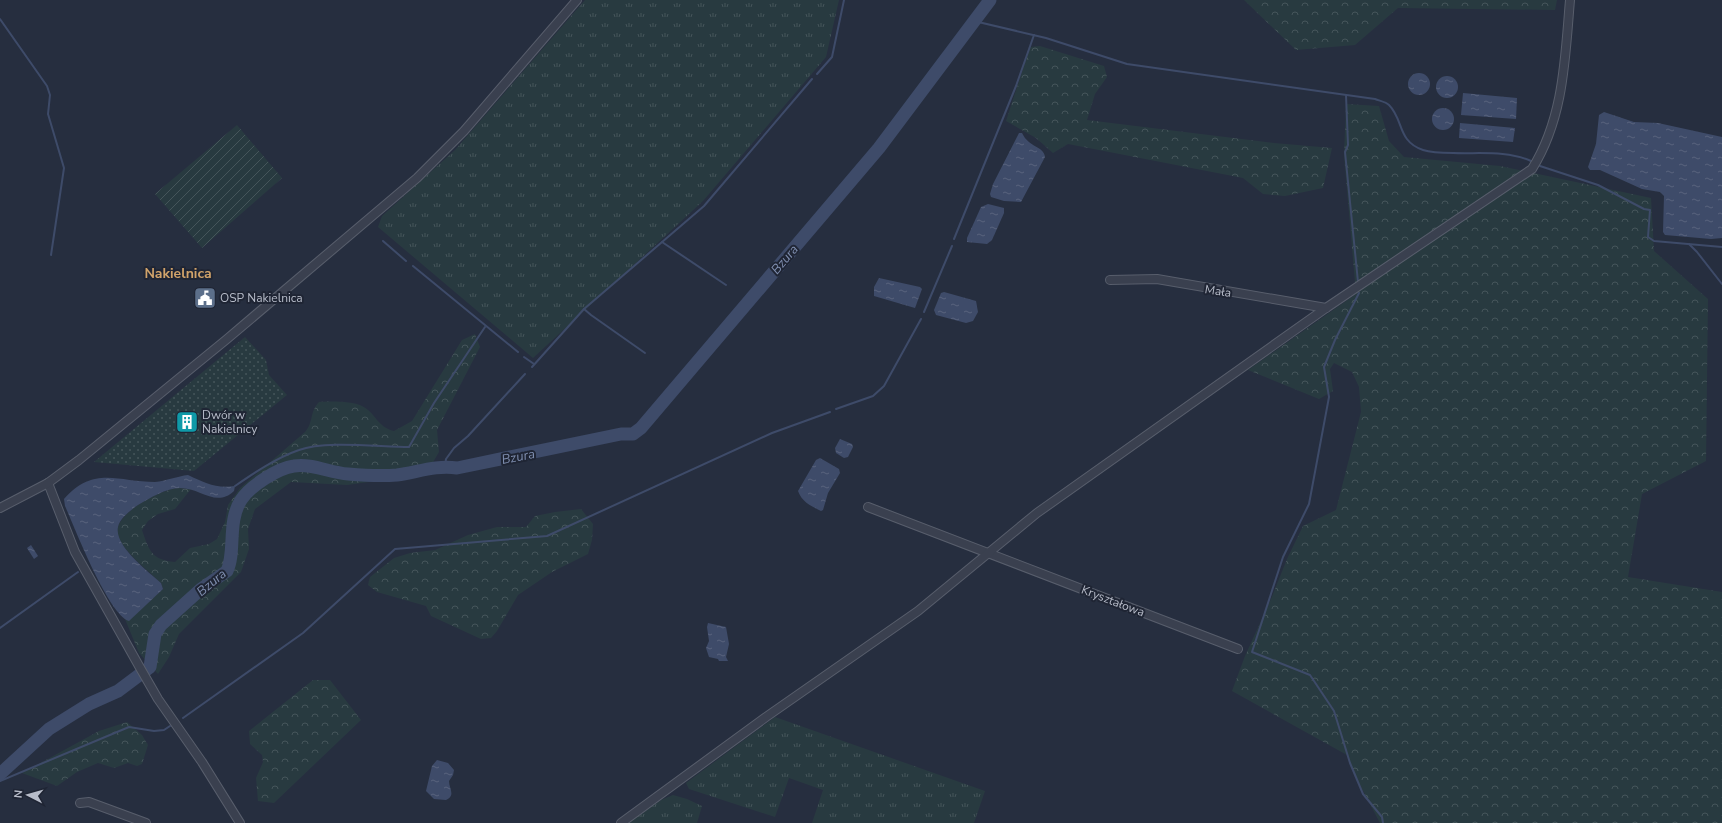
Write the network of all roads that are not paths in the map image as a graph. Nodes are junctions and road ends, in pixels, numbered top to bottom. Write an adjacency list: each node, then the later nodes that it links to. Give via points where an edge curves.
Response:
1 (577, 0): 5 (street, via 464,131 417,178 227,339)
2 (1570, 0): 4 (street, via 1562,90 1543,150 1532,169)
3 (1110, 280): 4 (street, Mała, via 1157,279)
4 (1326, 308): 8 (street, via 1044,508)
5 (48, 483): 7 (street); 12 (street, via 75,552 148,682)
6 (868, 507): 8 (street, Kryształowa)
7 (0, 508)
8 (987, 553): 9 (street, Kryształowa); 13 (street, via 918,611 766,717)
9 (1238, 648)
10 (80, 803): 11 (street, via 89,802)
11 (146, 823)
12 (240, 823)
13 (621, 823)

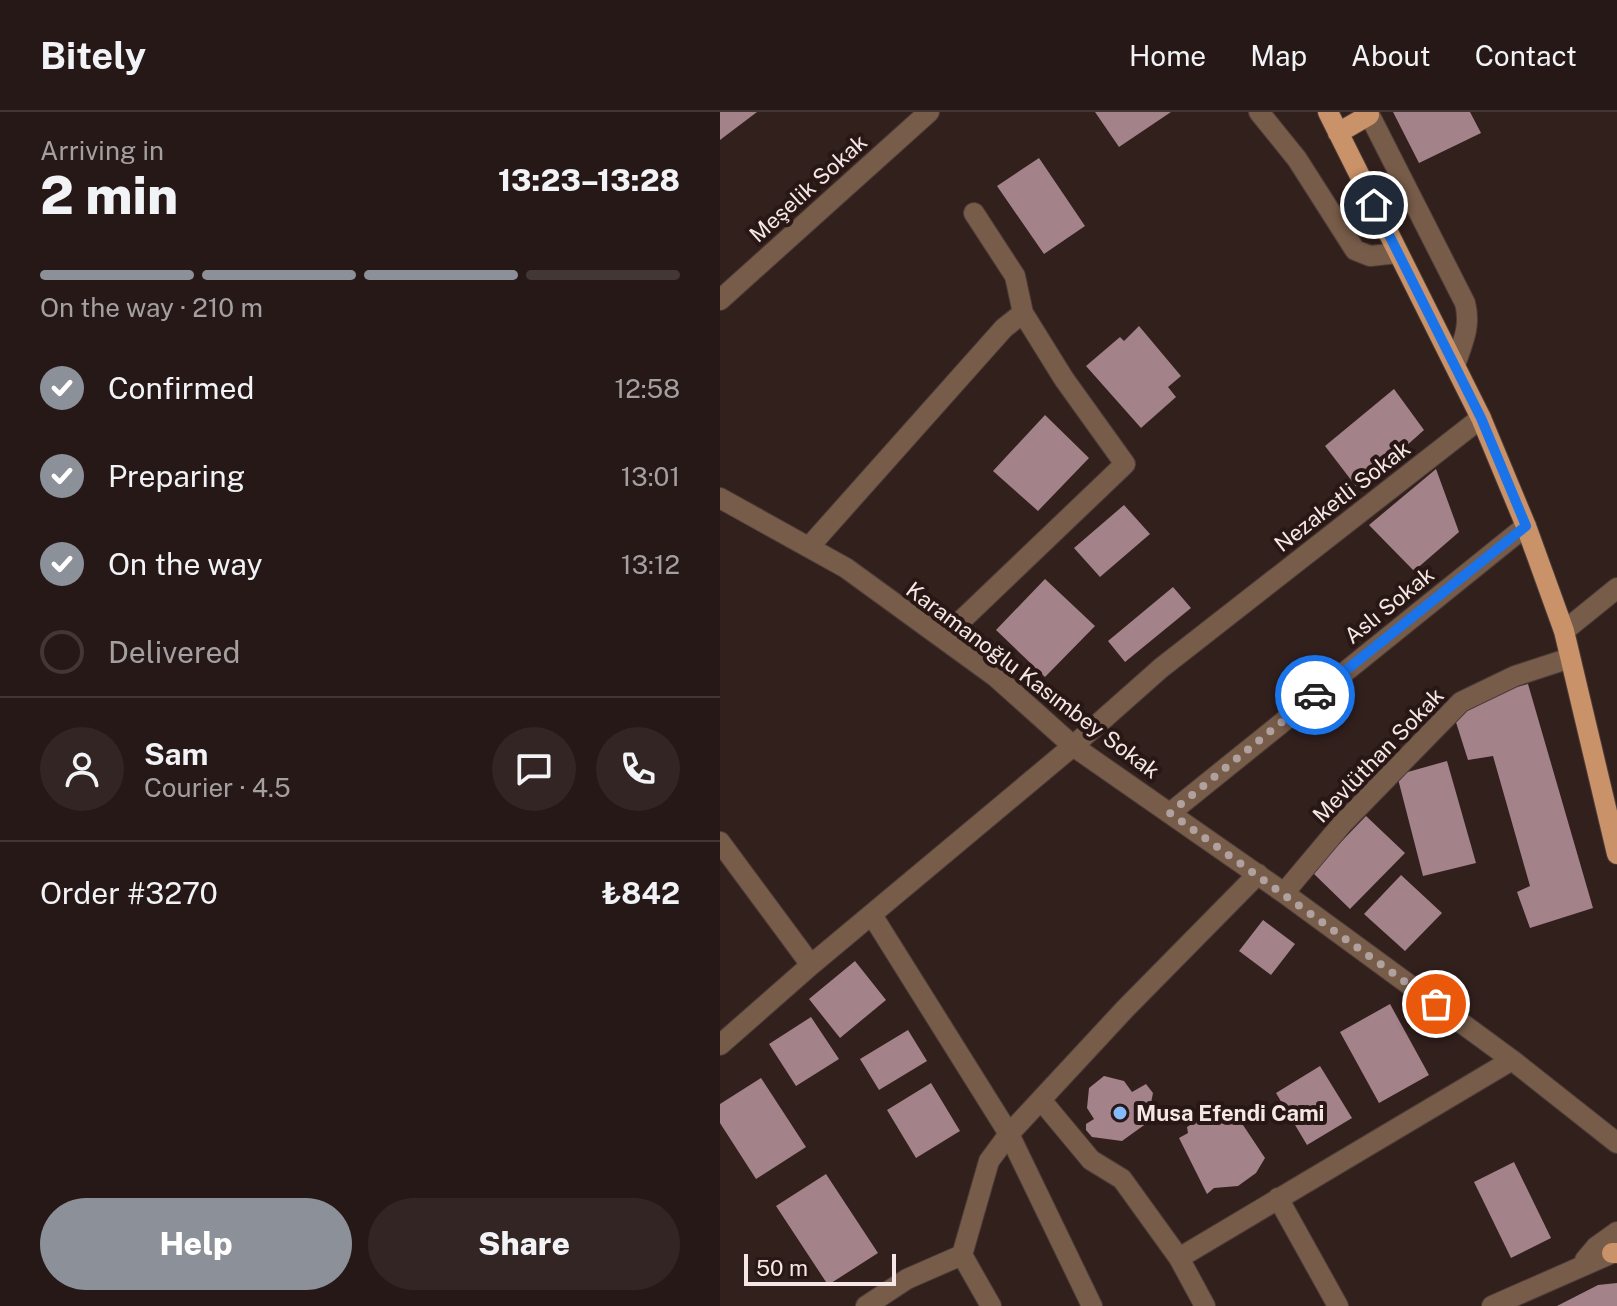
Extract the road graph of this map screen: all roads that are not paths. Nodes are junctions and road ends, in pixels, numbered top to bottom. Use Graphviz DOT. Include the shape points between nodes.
graph roads {
  1 [pos="929,112"];
  2 [pos="1259,112"];
  3 [pos="1328,112"];
  4 [pos="1368,114"];
  5 [pos="1338,133"];
  6 [pos="974,213"];
  7 [pos="1398,253"];
  8 [pos="720,300"];
  9 [pos="1023,313"];
  10 [pos="1455,365"];
  11 [pos="1481,418"];
  12 [pos="720,498"];
  13 [pos="1526,526"];
  14 [pos="809,547"];
  15 [pos="1617,588"];
  16 [pos="1564,631"];
  17 [pos="943,638"];
  18 [pos="1570,658"];
  19 [pos="1073,746"];
  20 [pos="1170,813"];
  21 [pos="720,842"];
  22 [pos="1617,854"];
  23 [pos="1258,874"];
  24 [pos="1284,893"];
  25 [pos="872,915"];
  26 [pos="811,965"];
  27 [pos="720,1045"];
  28 [pos="1512,1060"];
  29 [pos="1041,1100"];
  30 [pos="1009,1134"];
  31 [pos="1617,1143"];
  32 [pos="1278,1198"];
  33 [pos="1617,1232"];
  34 [pos="1615,1252"];
  35 [pos="962,1255"];
  36 [pos="1179,1258"];
  37 [pos="1583,1264"];
  38 [pos="866,1306"];
  39 [pos="991,1306"];
  40 [pos="1092,1306"];
  41 [pos="1205,1306"];
  42 [pos="1338,1306"];
  43 [pos="1492,1306"];
  1 -- 8 [label="street, Meşelik Sokak"];
  2 -- 7 [label="street" via="1279,133 1355,250 1370,256"];
  3 -- 5 [label="main road"];
  4 -- 5 [label="main road"];
  4 -- 10 [label="street" via="1465,303 1467,332"];
  5 -- 7 [label="main road"];
  6 -- 9 [label="street" via="1015,276"];
  7 -- 10 [label="main road"];
  9 -- 14 [label="street"];
  9 -- 17 [label="street" via="1125,464"];
  10 -- 11 [label="main road"];
  11 -- 13 [label="main road"];
  11 -- 19 [label="street, Nezaketli Sokak" via="1161,668"];
  12 -- 14 [label="street, Karamanoğlu Kasımbey Sokak"];
  13 -- 16 [label="main road"];
  13 -- 20 [label="street, Aslı Sokak"];
  14 -- 17 [label="street, Karamanoğlu Kasımbey Sokak"];
  15 -- 16 [label="street"];
  16 -- 18 [label="main road"];
  17 -- 19 [label="street, Karamanoğlu Kasımbey Sokak"];
  18 -- 22 [label="main road"];
  18 -- 24 [label="street, Mevlüthan Sokak" via="1461,702 1342,824"];
  19 -- 20 [label="street, Karamanoğlu Kasımbey Sokak"];
  19 -- 25 [label="street, Nezaketli Sokak"];
  20 -- 23 [label="street, Karamanoğlu Kasımbey Sokak"];
  21 -- 26 [label="street"];
  23 -- 24 [label="street, Karamanoğlu Kasımbey Sokak"];
  23 -- 29 [label="street"];
  24 -- 28 [label="street, Karamanoğlu Kasımbey Sokak"];
  25 -- 26 [label="street, Nezaketli Sokak"];
  25 -- 30 [label="street"];
  26 -- 27 [label="street, Nezaketli Sokak"];
  28 -- 31 [label="street, Karamanoğlu Kasımbey Sokak"];
  28 -- 32 [label="street"];
  29 -- 30 [label="street"];
  29 -- 36 [label="street" via="1091,1160 1122,1179"];
  30 -- 35 [label="street" via="989,1161"];
  30 -- 40 [label="street"];
  32 -- 36 [label="street"];
  32 -- 42 [label="street"];
  33 -- 37 [label="street"];
  34 -- 37 [label="street"];
  35 -- 38 [label="street" via="907,1279"];
  35 -- 39 [label="street"];
  36 -- 41 [label="street"];
  37 -- 43 [label="street"];
}
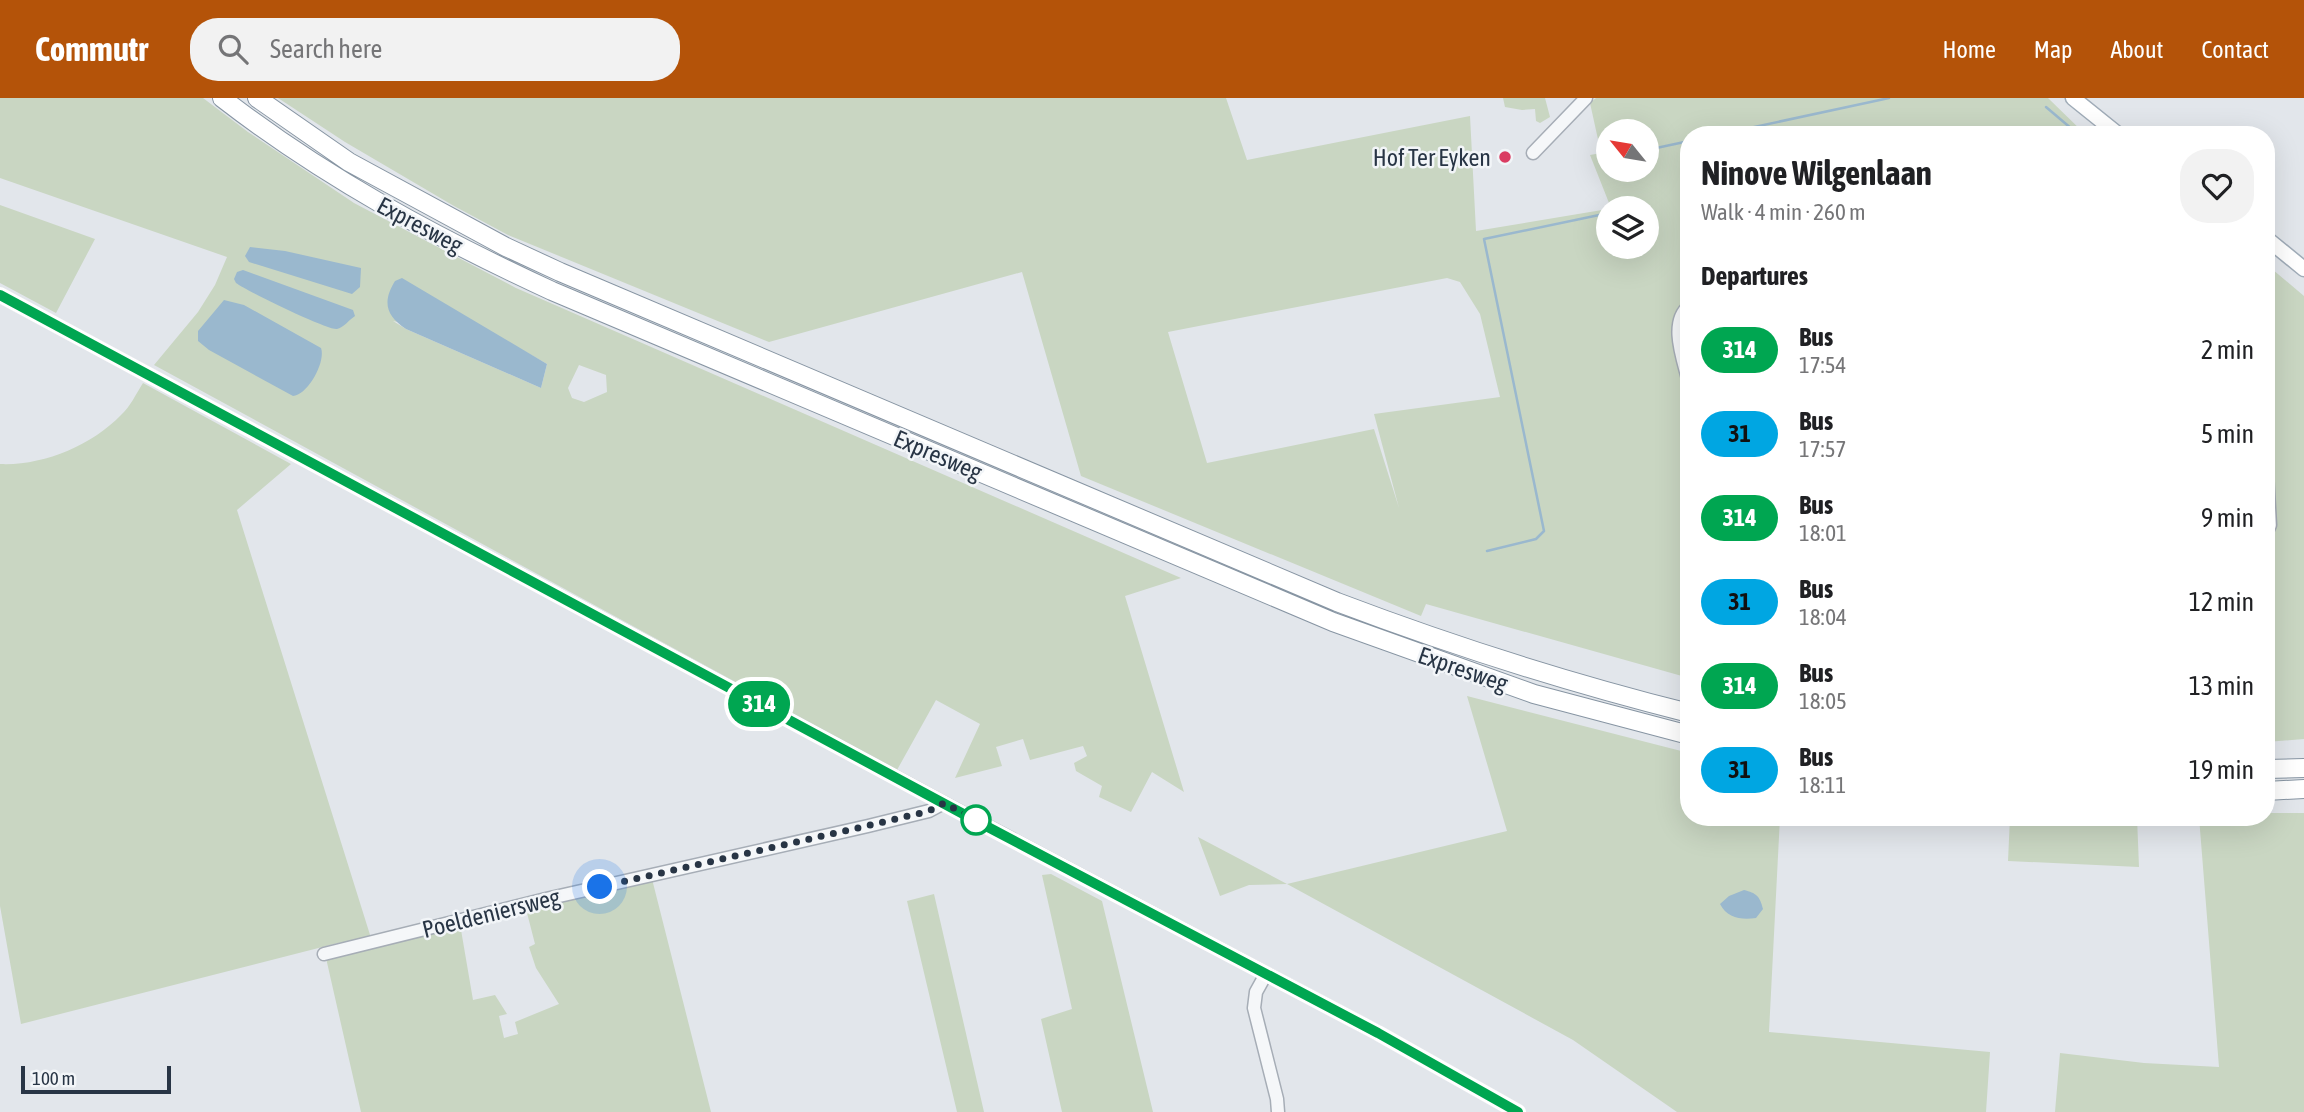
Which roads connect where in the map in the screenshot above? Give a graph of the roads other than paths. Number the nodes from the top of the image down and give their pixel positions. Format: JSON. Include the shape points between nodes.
============
> **ACTIVITY**:
Your copy should match the data exactly, apart from the images, which are dropped.

> **SOLUTION FOR THIS EXERCISE**:
Write the network of all roads that are not paths in the map image as a graph. Nodes are junctions and road ends, in pixels, numbered top to bottom. Write an adjacency list: each node, then the later nodes that it links to. Give via points where an edge curves.
Response:
1 (577, 0): 5 (street, via 464,131 417,178 227,339)
2 (1570, 0): 4 (street, via 1562,90 1543,150 1532,169)
3 (1110, 280): 4 (street, Mała, via 1157,279)
4 (1326, 308): 8 (street, via 1044,508)
5 (48, 483): 7 (street); 12 (street, via 75,552 148,682)
6 (868, 507): 8 (street, Kryształowa)
7 (0, 508)
8 (987, 553): 9 (street, Kryształowa); 13 (street, via 918,611 766,717)
9 (1238, 648)
10 (80, 803): 11 (street, via 89,802)
11 (146, 823)
12 (240, 823)
13 (621, 823)

Extract the road graph of this map screen: all roads that are not paths. Nodes are junctions and road ends, in pixels, numbered top to bottom. Use Graphviz DOT. Include the shape points between nodes.
graph roads {
  1 [pos="929,112"];
  2 [pos="1259,112"];
  3 [pos="1328,112"];
  4 [pos="1368,114"];
  5 [pos="1338,133"];
  6 [pos="974,213"];
  7 [pos="1398,253"];
  8 [pos="720,300"];
  9 [pos="1023,313"];
  10 [pos="1455,365"];
  11 [pos="1481,418"];
  12 [pos="720,498"];
  13 [pos="1526,526"];
  14 [pos="809,547"];
  15 [pos="1617,588"];
  16 [pos="1564,631"];
  17 [pos="943,638"];
  18 [pos="1570,658"];
  19 [pos="1073,746"];
  20 [pos="1170,813"];
  21 [pos="720,842"];
  22 [pos="1617,854"];
  23 [pos="1258,874"];
  24 [pos="1284,893"];
  25 [pos="872,915"];
  26 [pos="811,965"];
  27 [pos="720,1045"];
  28 [pos="1512,1060"];
  29 [pos="1041,1100"];
  30 [pos="1009,1134"];
  31 [pos="1617,1143"];
  32 [pos="1278,1198"];
  33 [pos="1617,1232"];
  34 [pos="1615,1252"];
  35 [pos="962,1255"];
  36 [pos="1179,1258"];
  37 [pos="1583,1264"];
  38 [pos="866,1306"];
  39 [pos="991,1306"];
  40 [pos="1092,1306"];
  41 [pos="1205,1306"];
  42 [pos="1338,1306"];
  43 [pos="1492,1306"];
  1 -- 8 [label="street, Meşelik Sokak"];
  2 -- 7 [label="street" via="1279,133 1355,250 1370,256"];
  3 -- 5 [label="main road"];
  4 -- 5 [label="main road"];
  4 -- 10 [label="street" via="1465,303 1467,332"];
  5 -- 7 [label="main road"];
  6 -- 9 [label="street" via="1015,276"];
  7 -- 10 [label="main road"];
  9 -- 14 [label="street"];
  9 -- 17 [label="street" via="1125,464"];
  10 -- 11 [label="main road"];
  11 -- 13 [label="main road"];
  11 -- 19 [label="street, Nezaketli Sokak" via="1161,668"];
  12 -- 14 [label="street, Karamanoğlu Kasımbey Sokak"];
  13 -- 16 [label="main road"];
  13 -- 20 [label="street, Aslı Sokak"];
  14 -- 17 [label="street, Karamanoğlu Kasımbey Sokak"];
  15 -- 16 [label="street"];
  16 -- 18 [label="main road"];
  17 -- 19 [label="street, Karamanoğlu Kasımbey Sokak"];
  18 -- 22 [label="main road"];
  18 -- 24 [label="street, Mevlüthan Sokak" via="1461,702 1342,824"];
  19 -- 20 [label="street, Karamanoğlu Kasımbey Sokak"];
  19 -- 25 [label="street, Nezaketli Sokak"];
  20 -- 23 [label="street, Karamanoğlu Kasımbey Sokak"];
  21 -- 26 [label="street"];
  23 -- 24 [label="street, Karamanoğlu Kasımbey Sokak"];
  23 -- 29 [label="street"];
  24 -- 28 [label="street, Karamanoğlu Kasımbey Sokak"];
  25 -- 26 [label="street, Nezaketli Sokak"];
  25 -- 30 [label="street"];
  26 -- 27 [label="street, Nezaketli Sokak"];
  28 -- 31 [label="street, Karamanoğlu Kasımbey Sokak"];
  28 -- 32 [label="street"];
  29 -- 30 [label="street"];
  29 -- 36 [label="street" via="1091,1160 1122,1179"];
  30 -- 35 [label="street" via="989,1161"];
  30 -- 40 [label="street"];
  32 -- 36 [label="street"];
  32 -- 42 [label="street"];
  33 -- 37 [label="street"];
  34 -- 37 [label="street"];
  35 -- 38 [label="street" via="907,1279"];
  35 -- 39 [label="street"];
  36 -- 41 [label="street"];
  37 -- 43 [label="street"];
}
Which roads connect where in the map in the screenshot above? Give a graph of the roads other than paths. Number the nodes from the top of the image down and give their pixel positions. Format: JSON. Include the shape points between nodes.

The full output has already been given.